Is it possible to factor a quadratic equation when $a$, $b$, and $c$ are all equal?

Question

I have the equation $4x^2+4x+4$ to factor. I know that need to start with $$(2x \quad )(2x \quad )$$ to make $4^2$, but I can't seem to factor the rest of the way. What should I do?

Answer 1

You could factor out the $4$ first: $$4x^2+4x+4=4(x^2+x+1)$$

And then factor $x^2+x+1$ using the quadratic formula.

Answer 2

The polynomial $4x^2+4x+4$ does not factor over the real numbers.
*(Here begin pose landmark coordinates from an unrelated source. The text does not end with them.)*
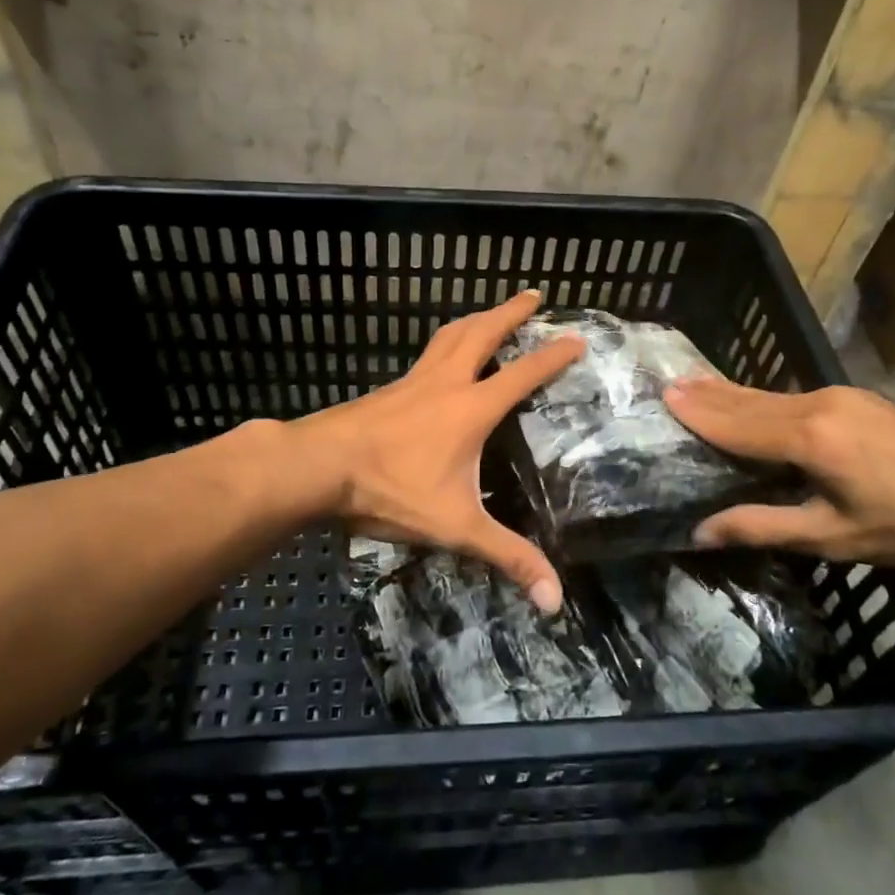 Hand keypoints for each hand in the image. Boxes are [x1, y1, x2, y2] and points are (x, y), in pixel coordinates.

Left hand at [294, 289, 582, 610]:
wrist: (318, 467)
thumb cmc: (390, 489)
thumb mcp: (455, 526)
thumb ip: (506, 557)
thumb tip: (555, 600)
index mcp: (471, 408)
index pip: (522, 374)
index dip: (552, 356)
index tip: (576, 337)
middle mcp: (446, 383)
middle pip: (483, 333)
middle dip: (511, 312)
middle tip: (533, 294)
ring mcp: (413, 381)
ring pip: (450, 336)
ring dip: (475, 319)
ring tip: (489, 312)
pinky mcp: (388, 389)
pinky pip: (427, 354)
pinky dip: (445, 343)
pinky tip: (440, 357)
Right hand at [665, 380, 894, 568]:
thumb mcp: (834, 536)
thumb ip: (764, 527)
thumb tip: (701, 530)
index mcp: (807, 439)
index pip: (737, 425)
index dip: (699, 414)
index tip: (664, 397)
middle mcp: (817, 406)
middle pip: (750, 400)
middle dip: (708, 394)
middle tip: (670, 384)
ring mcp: (841, 398)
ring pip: (771, 394)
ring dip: (732, 392)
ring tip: (698, 382)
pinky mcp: (859, 400)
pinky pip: (794, 395)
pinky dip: (762, 396)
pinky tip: (755, 398) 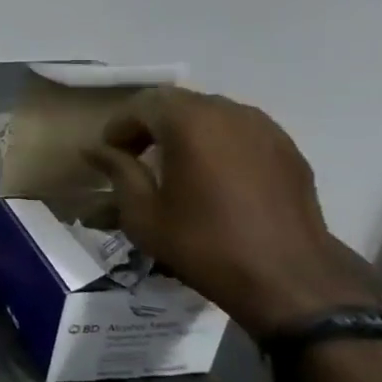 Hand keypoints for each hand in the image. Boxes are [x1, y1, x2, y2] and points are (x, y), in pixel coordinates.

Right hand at [82, 87, 373, 338]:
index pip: (142, 104)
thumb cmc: (203, 243)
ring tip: (173, 164)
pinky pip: (239, 130)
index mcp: (190, 123)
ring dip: (184, 130)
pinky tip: (212, 175)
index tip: (109, 154)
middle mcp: (228, 113)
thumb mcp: (142, 212)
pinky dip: (216, 141)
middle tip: (134, 156)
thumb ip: (117, 170)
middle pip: (177, 102)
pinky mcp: (287, 149)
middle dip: (149, 124)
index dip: (119, 126)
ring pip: (210, 113)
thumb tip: (93, 149)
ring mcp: (264, 128)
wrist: (288, 279)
However if you apply the quadratic equation you can deduce that its roots are $$\frac{-4+\sqrt{16-64}}{2\cdot 4}=\frac{-1+\sqrt{-3}}{2}$$ and $$\frac{-4-\sqrt{16-64}}{2\cdot 4}=\frac{-1-\sqrt{-3}}{2}$$ so that the factorization of $4x^2+4x+4$ over the complex numbers is $$4\left(x-\frac{-1+\sqrt{-3}}{2}\right)\left(x-\frac{-1-\sqrt{-3}}{2}\right)$$ or rearranging slightly to fit the form you're looking for, $$\Bigl(2x-(-1+\sqrt{-3})\Bigr)\Bigl(2x-(-1-\sqrt{-3})\Bigr)$$

Answer 3

We have $$4x^2+4x+4=4(x^2+x+1)$$ Let's consider $$f(x)=x^2+x+1$$ $$x=\frac{-1\pm\sqrt{1^2-4(1)(1)}}{2}=\frac{-1\pm i\sqrt3}{2}$$ Thus we have $$4x^2+4x+4=4\left(x-\frac{-1+i\sqrt3}{2}\right)\left(x-\frac{-1-i\sqrt3}{2}\right)$$ $$=4\left(x+\frac{1-i\sqrt3}{2}\right)\left(x+\frac{1+i\sqrt3}{2}\right)$$ $$=\left(2x+1-i\sqrt3\right)\left(2x+1+i\sqrt3\right)$$

Answer 4

Yes, as mentioned above you get $4(x^2+x+1)$. However, if you set this to zero and try to solve for $x$ using the quadratic formula, you will get complex numbers for a solution.

Answer 5

Yes, you can factor out a = b = c, and solve for the root using the quadratic formula. In this instance, there are two non-real roots, as others have noted.